Medical Ethics and Professionalism Indian Medical PG Practice Questions and MCQs
Practice Indian Medical PG questions for Medical Ethics and Professionalism. These multiple choice questions (MCQs) cover important concepts and help you prepare for your exams.
Medical Ethics and Professionalism Indian Medical PG Question 1: A 45-year-old female patient is told about the benefits and complications of a hysterectomy, and she agrees to the procedure. What kind of consent is this?
- A. Informed consent (Correct Answer)
- B. Implied consent
- C. Opt-out consent
- D. Passive consent
Medical Ethics and Professionalism Explanation: ***Informed consent***
- This type of consent occurs when a patient is fully educated about the proposed treatment, including its **benefits, risks, and alternatives**, and voluntarily agrees to proceed.
- It ensures the patient has adequate information to make an **autonomous decision** about their healthcare.
*Implied consent*
- This consent is inferred from a patient's **actions or conduct**, rather than being explicitly stated or written.
- Examples include extending an arm for a blood draw or arriving at an appointment for a specific test.
*Opt-out consent*
- This model assumes agreement unless the individual explicitly **refuses or declines** participation.
- It is commonly used in organ donation systems, where individuals are presumed donors unless they register otherwise.
*Passive consent*
- This usually refers to situations where explicit consent is not sought but also explicitly not denied, such as when parents are informed about a school health program and are given the opportunity to decline, but if they don't, consent is assumed.
- It is less formal than informed consent and typically used for **low-risk interventions** or data collection.
Medical Ethics and Professionalism Indian Medical PG Question 2: The onus of proof in civil negligence case against a doctor lies with:
- A. Hospital administration
- B. Patient (Correct Answer)
- C. Doctor
- D. Medical board
Medical Ethics and Professionalism Explanation: ***Patient***
- In civil negligence cases, the **plaintiff** (the patient, in this context) bears the **onus of proof**, meaning they must demonstrate that the doctor was negligent.
- The patient must establish **duty of care**, **breach of that duty**, **causation** of injury due to the breach, and actual **damages**.
*Hospital administration*
- The hospital administration might be named as a co-defendant, but the primary burden of proving negligence against the doctor still rests with the patient.
- Their liability would usually be **vicarious** (for the actions of employees) or for institutional failures, not for proving individual doctor negligence.
*Doctor*
- The doctor is the **defendant** in a civil negligence case and is presumed innocent until proven otherwise.
- The doctor's role is to **defend** against the allegations, not to prove their own innocence of negligence.
*Medical board*
- A medical board is a **regulatory body** responsible for licensing and discipline, not for adjudicating civil negligence claims.
- They conduct investigations into professional misconduct, but this is separate from the **burden of proof** in a civil lawsuit.
Medical Ethics and Professionalism Indian Medical PG Question 3: India is a country with different cultures and diverse languages.
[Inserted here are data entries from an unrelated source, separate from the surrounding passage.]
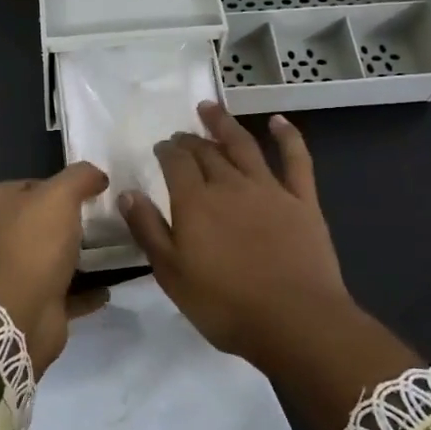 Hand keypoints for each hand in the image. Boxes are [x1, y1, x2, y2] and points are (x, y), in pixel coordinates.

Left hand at [0, 162, 110, 373]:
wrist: (22, 312)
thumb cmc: (35, 243)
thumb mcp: (60, 194)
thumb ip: (80, 177)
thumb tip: (97, 176)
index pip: (33, 184)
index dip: (61, 184)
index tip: (92, 191)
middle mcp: (1, 235)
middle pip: (44, 220)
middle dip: (73, 220)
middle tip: (108, 218)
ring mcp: (16, 271)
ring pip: (54, 256)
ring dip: (81, 255)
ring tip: (116, 248)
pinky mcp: (33, 301)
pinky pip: (67, 291)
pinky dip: (86, 290)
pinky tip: (110, 285)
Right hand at [118, 103, 354, 367]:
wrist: (295, 321)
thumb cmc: (224, 305)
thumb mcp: (171, 274)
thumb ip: (148, 230)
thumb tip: (128, 192)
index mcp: (195, 202)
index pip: (176, 163)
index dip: (166, 151)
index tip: (160, 146)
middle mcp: (230, 185)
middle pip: (206, 152)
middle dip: (190, 139)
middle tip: (181, 134)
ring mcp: (270, 189)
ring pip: (244, 146)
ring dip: (225, 124)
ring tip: (210, 108)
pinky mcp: (302, 201)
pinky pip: (296, 160)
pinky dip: (287, 137)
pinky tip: (278, 122) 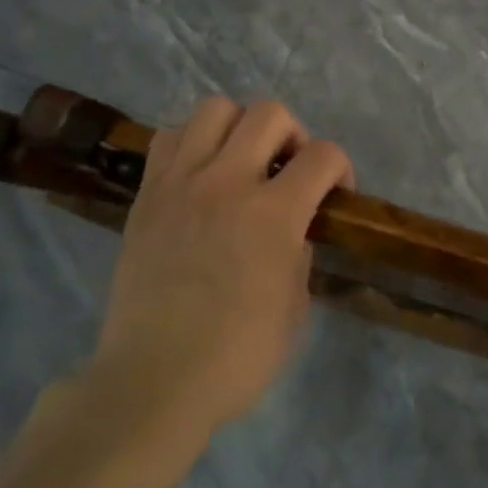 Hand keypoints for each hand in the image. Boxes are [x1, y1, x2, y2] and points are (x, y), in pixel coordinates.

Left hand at [92, 97, 352, 435]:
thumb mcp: (295, 305)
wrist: (154, 379)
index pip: (324, 155)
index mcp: (274, 214)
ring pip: (215, 108)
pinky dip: (193, 142)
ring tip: (241, 163)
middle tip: (288, 171)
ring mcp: (181, 183)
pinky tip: (201, 174)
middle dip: (294, 136)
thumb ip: (298, 251)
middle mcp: (228, 183)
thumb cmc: (238, 354)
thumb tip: (291, 229)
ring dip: (240, 128)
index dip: (340, 168)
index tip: (333, 196)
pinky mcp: (146, 195)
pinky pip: (169, 137)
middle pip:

Which steps should a physician take to address the patient for better outcomes?
1. Insist on good communication
2. Insist on communication only via an interpreter
3. Treat them regardless of their cultural perceptions
4. The physician should consider the patient's religion and cultural perception
Select the correct combination:
- A. 1,4 (Correct Answer)
- B. 1,2
- C. 2,3
- D. 3,4
Medical Ethics and Professionalism Explanation: ***1,4***
- **Good communication** is paramount in healthcare, especially in a diverse country like India, to ensure **patient understanding**, **adherence** to treatment plans, and overall patient satisfaction.
- Considering a patient's **religion and cultural perceptions** allows the physician to tailor treatment and communication in a sensitive and **respectful manner**, fostering trust and better **health outcomes**.
*1,2*
- While good communication (1) is vital, **insisting solely on an interpreter** (2) may not always be feasible or necessary, particularly if the physician and patient share a common language or if the patient prefers direct communication. This can also disrupt the flow of rapport building.
- **Over-reliance on interpreters** can sometimes lead to misinterpretations or loss of non-verbal cues if the interpreter is not trained in medical interpretation.
*2,3*
- **Insisting only on an interpreter** (2) can be restrictive and may compromise direct patient-physician rapport, as discussed above.
- **Treating patients regardless of their cultural perceptions** (3) is an ethnocentric approach that can lead to mistrust, non-adherence, and ultimately **poor health outcomes** as it disregards the patient's beliefs and values regarding health and illness.
*3,4*
- **Treating patients regardless of their cultural perceptions** (3) can result in a lack of understanding and non-adherence if the treatment conflicts with the patient's deeply held beliefs.
- While considering religion and cultural perception (4) is crucial, this option includes an incorrect approach (3) that can undermine patient care.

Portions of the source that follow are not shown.